Problem —
When you copy the entries, keep every word exactly as it is and drop the images.

Supplied entries —
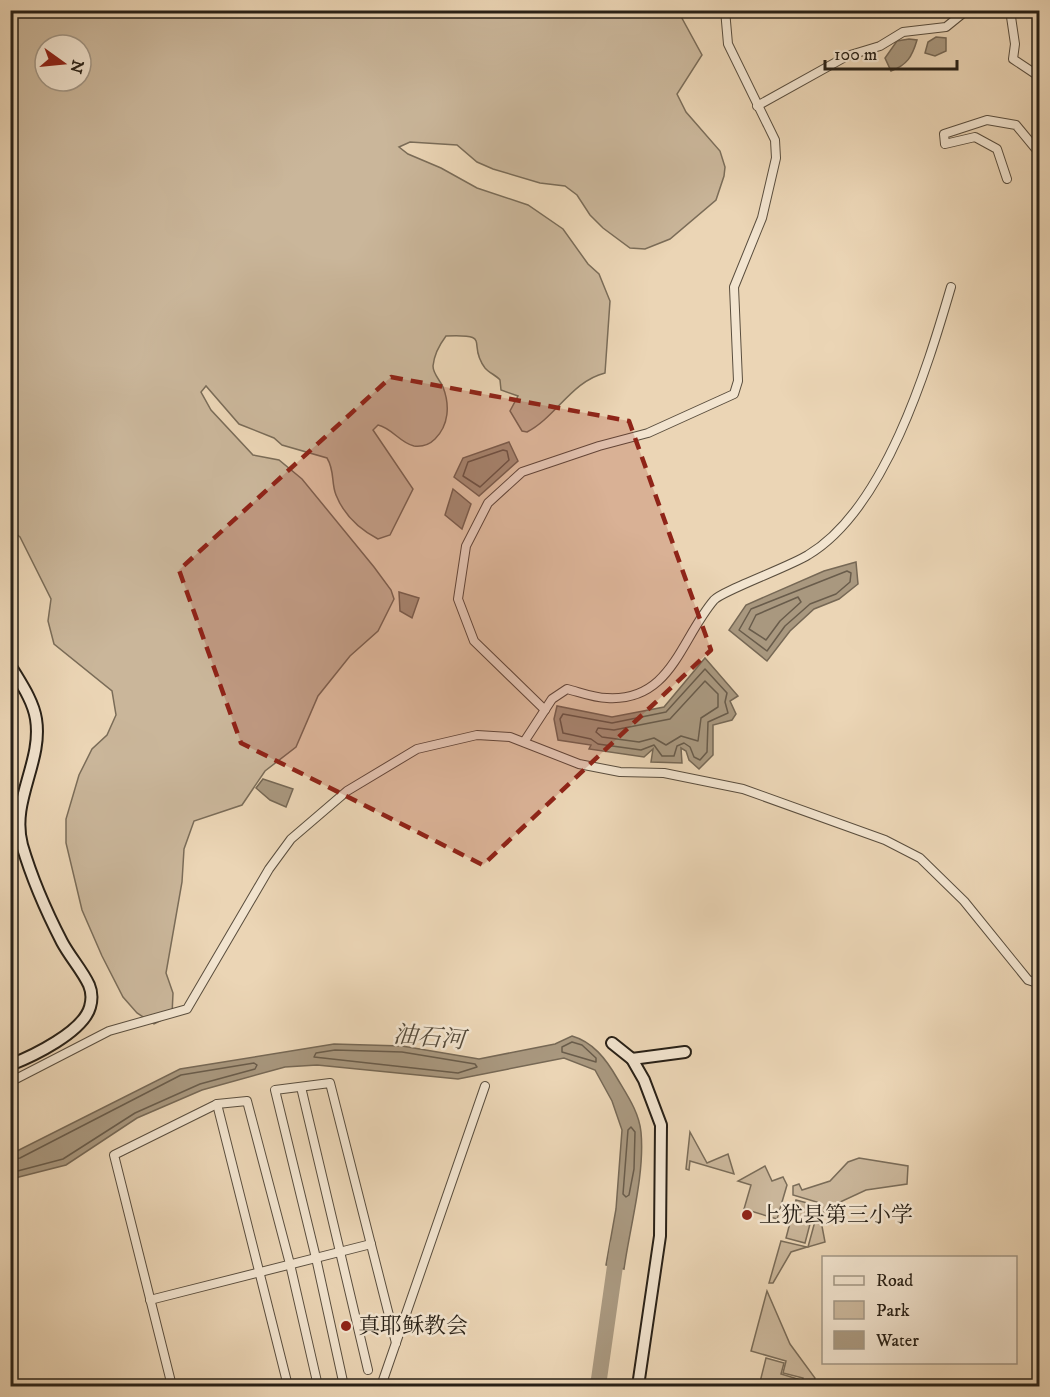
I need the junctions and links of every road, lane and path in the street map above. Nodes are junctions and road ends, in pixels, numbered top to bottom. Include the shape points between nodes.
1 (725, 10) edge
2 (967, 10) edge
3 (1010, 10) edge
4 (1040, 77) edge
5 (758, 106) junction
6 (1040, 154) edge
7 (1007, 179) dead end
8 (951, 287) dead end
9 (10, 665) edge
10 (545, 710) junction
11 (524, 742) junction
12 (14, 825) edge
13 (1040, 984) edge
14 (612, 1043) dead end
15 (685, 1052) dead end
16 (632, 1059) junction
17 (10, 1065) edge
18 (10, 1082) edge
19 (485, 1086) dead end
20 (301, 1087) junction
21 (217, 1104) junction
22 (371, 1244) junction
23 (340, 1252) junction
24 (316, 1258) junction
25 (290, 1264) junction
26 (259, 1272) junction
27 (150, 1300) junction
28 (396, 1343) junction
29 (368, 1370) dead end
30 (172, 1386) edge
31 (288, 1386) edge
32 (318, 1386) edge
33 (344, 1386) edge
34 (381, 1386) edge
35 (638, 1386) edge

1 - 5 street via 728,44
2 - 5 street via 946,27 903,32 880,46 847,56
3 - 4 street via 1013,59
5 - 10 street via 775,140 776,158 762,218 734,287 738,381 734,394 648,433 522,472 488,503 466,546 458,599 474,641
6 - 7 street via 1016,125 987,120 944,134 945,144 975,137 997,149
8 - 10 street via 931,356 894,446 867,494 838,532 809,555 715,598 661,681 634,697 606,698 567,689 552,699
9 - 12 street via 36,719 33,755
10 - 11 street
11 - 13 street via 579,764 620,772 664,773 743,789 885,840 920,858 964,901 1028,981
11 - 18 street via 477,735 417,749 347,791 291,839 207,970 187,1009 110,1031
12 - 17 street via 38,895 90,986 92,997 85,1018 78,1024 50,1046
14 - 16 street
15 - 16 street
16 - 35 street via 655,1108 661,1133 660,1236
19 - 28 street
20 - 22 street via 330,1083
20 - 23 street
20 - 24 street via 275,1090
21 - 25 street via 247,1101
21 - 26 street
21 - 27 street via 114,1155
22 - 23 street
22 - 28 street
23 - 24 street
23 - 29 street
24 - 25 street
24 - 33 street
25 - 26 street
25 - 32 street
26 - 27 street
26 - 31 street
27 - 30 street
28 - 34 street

Solution to this problem —
I need the junctions and links of every road, lane and path in the street map above. Nodes are junctions and road ends, in pixels, numbered top to bottom. Include the shape points between nodes.
1 (725, 10) edge
2 (967, 10) edge
3 (1010, 10) edge
4 (1040, 77) edge
5 (758, 106) junction
6 (1040, 154) edge
7 (1007, 179) dead end
8 (951, 287) dead end
9 (10, 665) edge
10 (545, 710) junction
11 (524, 742) junction
12 (14, 825) edge
13 (1040, 984) edge
14 (612, 1043) dead end
15 (685, 1052) dead end
16 (632, 1059) junction
17 (10, 1065) edge
18 (10, 1082) edge
19 (485, 1086) dead end
20 (301, 1087) junction
21 (217, 1104) junction
22 (371, 1244) junction
23 (340, 1252) junction
24 (316, 1258) junction
25 (290, 1264) junction
26 (259, 1272) junction
27 (150, 1300) junction
28 (396, 1343) junction
29 (368, 1370) dead end
30 (172, 1386) edge
31 (288, 1386) edge
32 (318, 1386) edge
33 (344, 1386) edge
34 (381, 1386) edge
35 (638, 1386) edge

1 - 5 street via 728,44
2 - 5 street via 946,27 903,32 880,46 847,56
3 - 4 street via 1013,59
5 - 10 street via 775,140 776,158 762,218 734,287 738,381 734,394 648,433 522,472 488,503 466,546 458,599 474,641
6 - 7 street via 1016,125 987,120 944,134 945,144 975,137 997,149
8 - 10 street via 931,356 894,446 867,494 838,532 809,555 715,598 661,681 634,697 606,698 567,689 552,699
9 - 12 street via 36,719 33,755
10 - 11 street
11 - 13 street via 579,764 620,772 664,773 743,789 885,840 920,858 964,901 1028,981
11 - 18 street via 477,735 417,749 347,791 291,839 207,970 187,1009 110,1031
12 - 17 street via 38,895 90,986 92,997 85,1018 78,1024 50,1046
14 - 16 street
15 - 16 street
16 - 35 street via 655,1108 661,1133 660,1236
19 - 28 street
20 - 22 street via 330,1083
20 - 23 street
20 - 24 street via 275,1090
21 - 25 street via 247,1101
21 - 26 street
21 - 27 street via 114,1155
22 - 23 street
22 - 28 street
23 - 24 street
23 - 29 street
24 - 25 street
24 - 33 street
25 - 26 street
25 - 32 street
26 - 27 street
26 - 31 street
27 - 30 street
28 - 34 street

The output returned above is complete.